Possibly the answer is that the underlying phenomena are very complex. What people try to do in inventing a construct called “leadership” is to figure out the characteristics of people that lead to others following them. But it turns out the answer isn’t in the personal traits of the individual. These vary depending on whether you’re talking about leadership in cartels in Mexico, political leadership, or scientific leadership. Influence is a core quality of leadership, but the process by which the influence takes place is very different. For example, leadership in science and the arts results from writing papers and books that other people read and which influence their thinking. It isn’t a directly interactive process. However, if you look at what leaders do in organizations, it is things like building consensus and motivating people to work together around shared objectives. It is a highly interactive process that doesn’t depend on a trait of the leader, but on the kinds of relationships that the leader establishes with the followers.

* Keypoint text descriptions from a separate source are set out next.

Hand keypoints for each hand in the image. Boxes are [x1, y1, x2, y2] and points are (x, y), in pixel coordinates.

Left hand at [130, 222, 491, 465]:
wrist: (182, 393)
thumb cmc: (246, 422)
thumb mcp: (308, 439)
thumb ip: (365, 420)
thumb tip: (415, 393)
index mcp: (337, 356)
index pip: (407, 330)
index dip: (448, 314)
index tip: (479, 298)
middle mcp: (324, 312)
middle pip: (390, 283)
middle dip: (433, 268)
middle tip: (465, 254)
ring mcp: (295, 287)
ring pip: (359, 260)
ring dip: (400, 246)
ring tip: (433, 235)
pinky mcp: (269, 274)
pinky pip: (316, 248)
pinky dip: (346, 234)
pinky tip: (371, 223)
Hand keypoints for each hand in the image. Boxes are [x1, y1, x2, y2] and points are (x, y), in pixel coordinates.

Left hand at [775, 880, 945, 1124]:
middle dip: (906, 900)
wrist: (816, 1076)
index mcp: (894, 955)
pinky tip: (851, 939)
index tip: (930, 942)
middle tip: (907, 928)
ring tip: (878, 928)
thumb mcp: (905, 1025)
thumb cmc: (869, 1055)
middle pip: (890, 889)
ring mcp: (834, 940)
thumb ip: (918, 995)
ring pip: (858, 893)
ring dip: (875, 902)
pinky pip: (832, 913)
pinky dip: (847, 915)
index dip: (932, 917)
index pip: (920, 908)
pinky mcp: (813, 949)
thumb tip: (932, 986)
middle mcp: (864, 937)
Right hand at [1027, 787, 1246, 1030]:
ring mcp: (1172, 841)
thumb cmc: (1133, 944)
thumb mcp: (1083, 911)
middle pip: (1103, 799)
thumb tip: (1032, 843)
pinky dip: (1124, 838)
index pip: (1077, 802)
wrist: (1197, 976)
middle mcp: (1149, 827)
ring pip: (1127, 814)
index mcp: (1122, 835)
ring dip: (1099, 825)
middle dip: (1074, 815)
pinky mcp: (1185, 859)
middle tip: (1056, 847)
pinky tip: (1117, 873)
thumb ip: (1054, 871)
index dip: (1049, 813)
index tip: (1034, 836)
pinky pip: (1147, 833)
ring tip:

Looking at the big picture, how much do leaders actually matter? Is an effectively organized company more important than who’s actually running it?

Many social scientists believe that individual differences among leaders don’t make much difference. Structural, economic, and other situational forces will account for much more of the variance in organizational performance. There have been regression studies that have looked at organizations over time to see how much of the variance is attributable to changes in the leadership, which is one way of getting at your question. The same thing has been done with athletic teams. If you change the coach, does it really make a difference? Not as much as people believe. If you change the conductor of a symphony orchestra, how much of a difference does it make? Not as much as people believe. We tend to overestimate the degree to which the leader is responsible for the effectiveness of the organization and ignore other factors. This has been referred to as leader attribution error. It’s not that individual leaders don’t matter, but they probably don’t matter as much as we generally think.